Using the records that follow, work out how many lines hold the string "Salone" and provide that number only.

Collected data
- - - -
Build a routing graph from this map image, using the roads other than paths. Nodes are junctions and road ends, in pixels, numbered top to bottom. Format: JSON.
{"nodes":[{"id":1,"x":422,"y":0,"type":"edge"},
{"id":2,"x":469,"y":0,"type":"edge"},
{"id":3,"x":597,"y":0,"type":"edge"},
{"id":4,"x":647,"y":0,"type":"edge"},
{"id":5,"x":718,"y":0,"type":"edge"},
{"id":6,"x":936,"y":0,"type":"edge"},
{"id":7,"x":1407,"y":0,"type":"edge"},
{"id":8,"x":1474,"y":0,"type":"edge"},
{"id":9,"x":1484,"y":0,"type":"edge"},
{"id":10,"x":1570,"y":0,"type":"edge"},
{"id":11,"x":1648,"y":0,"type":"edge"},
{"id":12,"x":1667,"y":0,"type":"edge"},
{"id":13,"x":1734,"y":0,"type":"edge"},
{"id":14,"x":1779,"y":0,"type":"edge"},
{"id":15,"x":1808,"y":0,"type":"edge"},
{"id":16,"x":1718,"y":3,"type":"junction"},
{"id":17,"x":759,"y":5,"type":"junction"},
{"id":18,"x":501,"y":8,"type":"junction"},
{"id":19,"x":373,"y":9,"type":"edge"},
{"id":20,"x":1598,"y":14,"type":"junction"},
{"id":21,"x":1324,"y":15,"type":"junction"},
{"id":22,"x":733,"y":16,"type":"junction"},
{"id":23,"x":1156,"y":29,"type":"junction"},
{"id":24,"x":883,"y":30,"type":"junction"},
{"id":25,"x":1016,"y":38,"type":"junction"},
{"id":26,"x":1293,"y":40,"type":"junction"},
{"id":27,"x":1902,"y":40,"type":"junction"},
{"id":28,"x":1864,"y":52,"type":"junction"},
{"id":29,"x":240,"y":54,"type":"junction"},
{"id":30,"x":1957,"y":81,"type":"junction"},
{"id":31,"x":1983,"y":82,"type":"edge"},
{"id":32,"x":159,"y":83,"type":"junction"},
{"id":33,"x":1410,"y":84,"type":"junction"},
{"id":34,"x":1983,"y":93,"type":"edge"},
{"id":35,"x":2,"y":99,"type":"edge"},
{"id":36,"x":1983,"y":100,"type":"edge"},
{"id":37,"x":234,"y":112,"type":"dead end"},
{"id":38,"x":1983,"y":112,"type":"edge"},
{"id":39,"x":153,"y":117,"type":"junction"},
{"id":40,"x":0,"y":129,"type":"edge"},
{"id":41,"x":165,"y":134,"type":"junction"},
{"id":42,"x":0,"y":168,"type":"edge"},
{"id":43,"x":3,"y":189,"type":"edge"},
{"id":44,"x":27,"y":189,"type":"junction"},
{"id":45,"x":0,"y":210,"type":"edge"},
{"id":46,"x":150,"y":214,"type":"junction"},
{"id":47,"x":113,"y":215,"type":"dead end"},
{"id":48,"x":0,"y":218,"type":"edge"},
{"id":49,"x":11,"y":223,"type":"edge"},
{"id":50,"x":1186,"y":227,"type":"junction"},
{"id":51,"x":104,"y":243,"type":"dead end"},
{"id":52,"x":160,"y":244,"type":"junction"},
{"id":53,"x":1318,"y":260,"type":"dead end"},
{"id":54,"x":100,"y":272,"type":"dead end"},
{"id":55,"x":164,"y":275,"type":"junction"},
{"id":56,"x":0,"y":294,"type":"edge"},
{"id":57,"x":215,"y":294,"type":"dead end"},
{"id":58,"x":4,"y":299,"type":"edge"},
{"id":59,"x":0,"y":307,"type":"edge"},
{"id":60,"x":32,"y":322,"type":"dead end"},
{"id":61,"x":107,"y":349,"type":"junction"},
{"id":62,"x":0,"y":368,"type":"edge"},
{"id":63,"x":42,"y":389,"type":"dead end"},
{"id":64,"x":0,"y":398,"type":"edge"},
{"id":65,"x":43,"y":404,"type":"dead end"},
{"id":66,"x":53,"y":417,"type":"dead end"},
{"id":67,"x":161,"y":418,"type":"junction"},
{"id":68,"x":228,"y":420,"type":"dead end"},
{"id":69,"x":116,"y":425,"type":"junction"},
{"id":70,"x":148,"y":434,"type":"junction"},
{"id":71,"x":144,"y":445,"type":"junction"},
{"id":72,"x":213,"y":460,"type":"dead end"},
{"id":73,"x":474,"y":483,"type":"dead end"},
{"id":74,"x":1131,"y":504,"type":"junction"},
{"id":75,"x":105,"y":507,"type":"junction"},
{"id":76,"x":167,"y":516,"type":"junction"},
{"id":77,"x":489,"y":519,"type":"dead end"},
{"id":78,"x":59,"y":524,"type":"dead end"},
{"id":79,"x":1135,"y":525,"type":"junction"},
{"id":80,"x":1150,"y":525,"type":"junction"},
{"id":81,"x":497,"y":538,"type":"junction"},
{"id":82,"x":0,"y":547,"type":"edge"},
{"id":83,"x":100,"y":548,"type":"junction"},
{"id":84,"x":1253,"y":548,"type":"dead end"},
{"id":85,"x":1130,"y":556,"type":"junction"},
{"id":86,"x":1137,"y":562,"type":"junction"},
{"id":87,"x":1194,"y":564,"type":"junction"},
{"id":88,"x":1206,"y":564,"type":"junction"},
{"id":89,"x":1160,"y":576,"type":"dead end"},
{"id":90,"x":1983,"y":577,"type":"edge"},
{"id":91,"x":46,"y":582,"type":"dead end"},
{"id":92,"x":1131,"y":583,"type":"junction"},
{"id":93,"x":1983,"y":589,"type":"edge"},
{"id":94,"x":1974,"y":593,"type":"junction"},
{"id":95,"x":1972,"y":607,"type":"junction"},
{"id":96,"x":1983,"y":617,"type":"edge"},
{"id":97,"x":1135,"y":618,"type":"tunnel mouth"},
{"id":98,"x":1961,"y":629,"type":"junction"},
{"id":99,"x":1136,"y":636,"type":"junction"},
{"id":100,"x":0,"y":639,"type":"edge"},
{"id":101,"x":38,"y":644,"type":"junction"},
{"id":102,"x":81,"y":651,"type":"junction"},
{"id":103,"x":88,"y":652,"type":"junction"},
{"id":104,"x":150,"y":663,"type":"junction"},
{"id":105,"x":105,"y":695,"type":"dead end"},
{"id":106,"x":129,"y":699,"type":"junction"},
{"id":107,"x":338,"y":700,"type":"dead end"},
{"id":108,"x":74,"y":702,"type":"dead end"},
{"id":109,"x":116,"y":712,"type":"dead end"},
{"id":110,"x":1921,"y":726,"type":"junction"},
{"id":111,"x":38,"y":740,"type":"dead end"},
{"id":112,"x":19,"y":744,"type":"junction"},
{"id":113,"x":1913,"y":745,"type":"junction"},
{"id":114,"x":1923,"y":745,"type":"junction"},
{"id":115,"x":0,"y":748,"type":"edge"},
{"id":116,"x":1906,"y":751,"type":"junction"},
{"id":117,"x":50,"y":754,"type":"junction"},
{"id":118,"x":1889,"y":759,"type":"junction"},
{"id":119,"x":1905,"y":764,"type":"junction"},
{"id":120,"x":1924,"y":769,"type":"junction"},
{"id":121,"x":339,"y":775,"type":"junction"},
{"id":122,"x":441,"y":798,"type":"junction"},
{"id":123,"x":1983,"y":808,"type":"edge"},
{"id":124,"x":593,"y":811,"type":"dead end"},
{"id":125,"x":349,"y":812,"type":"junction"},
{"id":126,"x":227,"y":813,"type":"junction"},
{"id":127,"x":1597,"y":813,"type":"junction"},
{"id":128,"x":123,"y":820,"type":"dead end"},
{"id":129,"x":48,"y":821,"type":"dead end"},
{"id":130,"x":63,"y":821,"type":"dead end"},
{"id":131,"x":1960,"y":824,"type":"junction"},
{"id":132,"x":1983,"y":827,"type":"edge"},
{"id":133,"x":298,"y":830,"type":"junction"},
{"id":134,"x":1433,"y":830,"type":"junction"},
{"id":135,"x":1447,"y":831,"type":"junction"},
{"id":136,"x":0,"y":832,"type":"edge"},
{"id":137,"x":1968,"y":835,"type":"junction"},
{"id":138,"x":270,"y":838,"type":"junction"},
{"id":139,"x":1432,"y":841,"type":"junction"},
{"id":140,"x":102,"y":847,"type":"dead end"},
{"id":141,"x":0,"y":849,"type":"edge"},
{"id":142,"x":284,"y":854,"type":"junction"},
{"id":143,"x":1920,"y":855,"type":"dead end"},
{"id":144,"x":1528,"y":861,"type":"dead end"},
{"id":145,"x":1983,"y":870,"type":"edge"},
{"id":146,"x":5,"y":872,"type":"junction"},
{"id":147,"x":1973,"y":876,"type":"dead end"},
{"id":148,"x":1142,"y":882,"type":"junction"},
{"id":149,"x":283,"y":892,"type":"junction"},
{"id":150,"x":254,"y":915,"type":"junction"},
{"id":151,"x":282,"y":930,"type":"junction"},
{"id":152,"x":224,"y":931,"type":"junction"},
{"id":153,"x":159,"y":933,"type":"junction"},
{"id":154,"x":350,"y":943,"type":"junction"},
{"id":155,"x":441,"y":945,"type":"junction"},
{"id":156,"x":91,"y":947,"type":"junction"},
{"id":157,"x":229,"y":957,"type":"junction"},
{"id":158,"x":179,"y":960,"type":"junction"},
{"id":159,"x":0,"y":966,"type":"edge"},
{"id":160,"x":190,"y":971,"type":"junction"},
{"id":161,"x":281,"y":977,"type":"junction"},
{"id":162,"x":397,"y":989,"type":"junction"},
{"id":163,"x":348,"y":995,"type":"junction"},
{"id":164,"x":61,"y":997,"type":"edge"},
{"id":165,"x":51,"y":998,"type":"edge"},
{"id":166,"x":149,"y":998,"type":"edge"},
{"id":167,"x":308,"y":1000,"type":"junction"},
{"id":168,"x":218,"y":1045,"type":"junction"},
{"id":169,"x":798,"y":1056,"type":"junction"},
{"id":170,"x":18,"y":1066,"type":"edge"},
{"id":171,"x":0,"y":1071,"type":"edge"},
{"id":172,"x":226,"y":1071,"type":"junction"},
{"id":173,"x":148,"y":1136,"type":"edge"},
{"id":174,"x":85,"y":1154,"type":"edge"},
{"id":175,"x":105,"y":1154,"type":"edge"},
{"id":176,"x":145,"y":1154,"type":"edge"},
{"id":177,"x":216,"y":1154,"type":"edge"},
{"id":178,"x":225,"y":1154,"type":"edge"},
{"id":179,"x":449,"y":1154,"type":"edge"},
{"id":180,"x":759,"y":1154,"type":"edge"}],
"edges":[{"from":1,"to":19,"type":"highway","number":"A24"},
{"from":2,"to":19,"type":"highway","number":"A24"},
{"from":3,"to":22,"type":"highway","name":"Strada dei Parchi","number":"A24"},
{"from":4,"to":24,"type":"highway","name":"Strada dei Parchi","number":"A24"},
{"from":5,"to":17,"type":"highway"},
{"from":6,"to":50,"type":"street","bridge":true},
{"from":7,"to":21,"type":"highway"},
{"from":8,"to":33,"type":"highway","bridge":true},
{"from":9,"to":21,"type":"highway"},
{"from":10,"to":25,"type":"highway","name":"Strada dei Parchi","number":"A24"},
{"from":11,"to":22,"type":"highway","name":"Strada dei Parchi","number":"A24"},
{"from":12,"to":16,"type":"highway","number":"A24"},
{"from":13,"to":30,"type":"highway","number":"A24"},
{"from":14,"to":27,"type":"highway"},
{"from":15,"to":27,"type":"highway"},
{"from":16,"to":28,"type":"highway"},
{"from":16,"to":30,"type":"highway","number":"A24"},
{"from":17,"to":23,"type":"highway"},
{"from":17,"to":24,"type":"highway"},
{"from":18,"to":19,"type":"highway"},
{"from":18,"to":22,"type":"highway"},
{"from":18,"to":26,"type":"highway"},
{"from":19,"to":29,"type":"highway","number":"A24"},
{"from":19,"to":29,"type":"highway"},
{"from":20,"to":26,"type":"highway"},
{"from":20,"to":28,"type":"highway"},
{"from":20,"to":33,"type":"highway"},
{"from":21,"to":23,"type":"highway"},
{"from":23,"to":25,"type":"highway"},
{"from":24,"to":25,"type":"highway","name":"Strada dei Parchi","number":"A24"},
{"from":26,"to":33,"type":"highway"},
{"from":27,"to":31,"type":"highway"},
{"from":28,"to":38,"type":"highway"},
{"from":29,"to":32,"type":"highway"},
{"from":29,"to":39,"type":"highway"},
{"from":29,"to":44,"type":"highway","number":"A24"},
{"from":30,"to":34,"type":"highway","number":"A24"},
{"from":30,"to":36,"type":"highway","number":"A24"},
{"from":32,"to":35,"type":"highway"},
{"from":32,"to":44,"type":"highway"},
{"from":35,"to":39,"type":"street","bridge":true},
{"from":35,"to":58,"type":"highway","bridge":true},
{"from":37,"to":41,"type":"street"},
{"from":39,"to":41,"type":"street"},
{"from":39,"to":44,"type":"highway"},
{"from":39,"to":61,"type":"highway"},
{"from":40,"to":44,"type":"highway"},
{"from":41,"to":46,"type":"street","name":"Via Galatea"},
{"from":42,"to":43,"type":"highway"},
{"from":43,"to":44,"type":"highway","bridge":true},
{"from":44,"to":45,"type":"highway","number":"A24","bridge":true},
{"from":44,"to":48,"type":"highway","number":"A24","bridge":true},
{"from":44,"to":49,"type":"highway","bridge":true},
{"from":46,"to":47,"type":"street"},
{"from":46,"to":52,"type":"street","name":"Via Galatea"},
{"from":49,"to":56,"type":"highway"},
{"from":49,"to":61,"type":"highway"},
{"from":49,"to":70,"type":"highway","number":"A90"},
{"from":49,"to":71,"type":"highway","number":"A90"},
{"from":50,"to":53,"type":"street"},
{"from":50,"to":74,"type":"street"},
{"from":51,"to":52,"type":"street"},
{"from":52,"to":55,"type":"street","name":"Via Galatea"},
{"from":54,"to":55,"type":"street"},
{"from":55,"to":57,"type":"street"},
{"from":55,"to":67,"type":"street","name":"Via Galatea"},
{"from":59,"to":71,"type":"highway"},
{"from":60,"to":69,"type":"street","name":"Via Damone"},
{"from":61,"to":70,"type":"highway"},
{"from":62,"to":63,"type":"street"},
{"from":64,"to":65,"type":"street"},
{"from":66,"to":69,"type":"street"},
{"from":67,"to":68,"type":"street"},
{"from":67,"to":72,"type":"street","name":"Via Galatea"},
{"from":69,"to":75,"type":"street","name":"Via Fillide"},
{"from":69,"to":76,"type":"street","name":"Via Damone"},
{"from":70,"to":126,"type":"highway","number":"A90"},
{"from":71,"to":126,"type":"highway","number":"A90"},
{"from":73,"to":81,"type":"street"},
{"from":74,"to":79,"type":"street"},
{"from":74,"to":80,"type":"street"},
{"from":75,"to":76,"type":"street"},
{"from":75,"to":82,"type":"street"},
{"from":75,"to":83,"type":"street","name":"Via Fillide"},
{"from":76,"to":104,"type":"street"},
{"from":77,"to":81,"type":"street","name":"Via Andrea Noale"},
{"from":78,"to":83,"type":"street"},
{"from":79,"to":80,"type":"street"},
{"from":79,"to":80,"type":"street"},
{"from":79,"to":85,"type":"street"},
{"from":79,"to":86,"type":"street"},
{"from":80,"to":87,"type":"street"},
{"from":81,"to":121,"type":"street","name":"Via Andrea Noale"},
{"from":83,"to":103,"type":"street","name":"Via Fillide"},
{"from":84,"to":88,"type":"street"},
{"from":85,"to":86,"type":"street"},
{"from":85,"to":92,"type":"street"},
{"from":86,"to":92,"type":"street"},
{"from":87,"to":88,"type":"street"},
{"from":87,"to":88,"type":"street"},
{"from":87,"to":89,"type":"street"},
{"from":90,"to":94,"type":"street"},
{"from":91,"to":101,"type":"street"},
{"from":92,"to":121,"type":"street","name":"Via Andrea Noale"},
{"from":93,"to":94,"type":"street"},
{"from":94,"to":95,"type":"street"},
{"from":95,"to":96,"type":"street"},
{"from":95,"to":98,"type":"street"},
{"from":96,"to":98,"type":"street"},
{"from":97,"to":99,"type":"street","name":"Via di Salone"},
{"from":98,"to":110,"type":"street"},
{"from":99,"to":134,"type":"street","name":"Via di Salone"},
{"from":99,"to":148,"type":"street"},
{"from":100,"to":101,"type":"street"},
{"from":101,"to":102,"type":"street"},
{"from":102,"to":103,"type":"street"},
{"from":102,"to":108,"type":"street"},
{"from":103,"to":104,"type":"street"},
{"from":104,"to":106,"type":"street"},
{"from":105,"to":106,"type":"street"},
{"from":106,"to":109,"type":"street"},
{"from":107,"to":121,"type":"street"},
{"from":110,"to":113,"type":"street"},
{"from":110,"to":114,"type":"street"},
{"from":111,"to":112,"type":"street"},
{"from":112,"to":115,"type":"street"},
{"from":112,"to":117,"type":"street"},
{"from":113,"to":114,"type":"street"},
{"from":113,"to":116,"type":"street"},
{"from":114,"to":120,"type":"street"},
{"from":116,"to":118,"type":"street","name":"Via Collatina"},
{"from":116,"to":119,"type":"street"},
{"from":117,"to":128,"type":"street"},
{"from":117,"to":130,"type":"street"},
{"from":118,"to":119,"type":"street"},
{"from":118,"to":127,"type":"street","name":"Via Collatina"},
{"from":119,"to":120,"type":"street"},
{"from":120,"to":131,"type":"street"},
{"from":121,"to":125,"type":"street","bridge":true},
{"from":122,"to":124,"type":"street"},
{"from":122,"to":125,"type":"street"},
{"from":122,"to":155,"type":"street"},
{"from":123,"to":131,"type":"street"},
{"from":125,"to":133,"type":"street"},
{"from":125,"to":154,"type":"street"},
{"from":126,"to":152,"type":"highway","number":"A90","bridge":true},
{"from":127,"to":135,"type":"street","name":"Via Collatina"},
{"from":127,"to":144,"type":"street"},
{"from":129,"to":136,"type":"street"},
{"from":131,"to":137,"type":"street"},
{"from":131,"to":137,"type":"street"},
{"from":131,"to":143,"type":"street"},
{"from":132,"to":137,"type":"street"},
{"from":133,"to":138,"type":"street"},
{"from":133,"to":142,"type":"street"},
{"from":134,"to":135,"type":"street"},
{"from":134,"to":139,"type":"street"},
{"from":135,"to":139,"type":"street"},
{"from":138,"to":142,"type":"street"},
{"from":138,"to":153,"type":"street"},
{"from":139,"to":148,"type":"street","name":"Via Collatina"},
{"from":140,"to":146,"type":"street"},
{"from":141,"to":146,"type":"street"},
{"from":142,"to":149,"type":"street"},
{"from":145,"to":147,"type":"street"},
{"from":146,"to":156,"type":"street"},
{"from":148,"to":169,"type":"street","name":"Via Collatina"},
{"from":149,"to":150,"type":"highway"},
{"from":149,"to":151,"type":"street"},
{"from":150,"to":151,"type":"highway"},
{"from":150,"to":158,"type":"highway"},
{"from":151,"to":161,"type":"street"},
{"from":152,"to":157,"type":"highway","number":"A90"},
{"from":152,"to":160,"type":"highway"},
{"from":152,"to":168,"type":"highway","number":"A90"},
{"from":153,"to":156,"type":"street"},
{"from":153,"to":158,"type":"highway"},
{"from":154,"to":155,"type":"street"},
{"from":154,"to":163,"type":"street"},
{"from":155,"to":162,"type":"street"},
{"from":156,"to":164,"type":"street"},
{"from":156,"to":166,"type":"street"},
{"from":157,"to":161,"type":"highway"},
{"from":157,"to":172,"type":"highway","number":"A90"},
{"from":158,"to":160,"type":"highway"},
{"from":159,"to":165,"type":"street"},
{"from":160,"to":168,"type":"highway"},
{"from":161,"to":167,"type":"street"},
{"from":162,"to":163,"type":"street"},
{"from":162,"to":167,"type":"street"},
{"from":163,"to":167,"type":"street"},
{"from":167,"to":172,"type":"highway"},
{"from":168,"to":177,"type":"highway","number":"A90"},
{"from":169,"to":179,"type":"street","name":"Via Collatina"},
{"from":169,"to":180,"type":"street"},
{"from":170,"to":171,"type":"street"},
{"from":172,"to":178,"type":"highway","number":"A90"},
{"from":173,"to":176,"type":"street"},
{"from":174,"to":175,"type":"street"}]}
- - - -
WORKED SOLUTION
2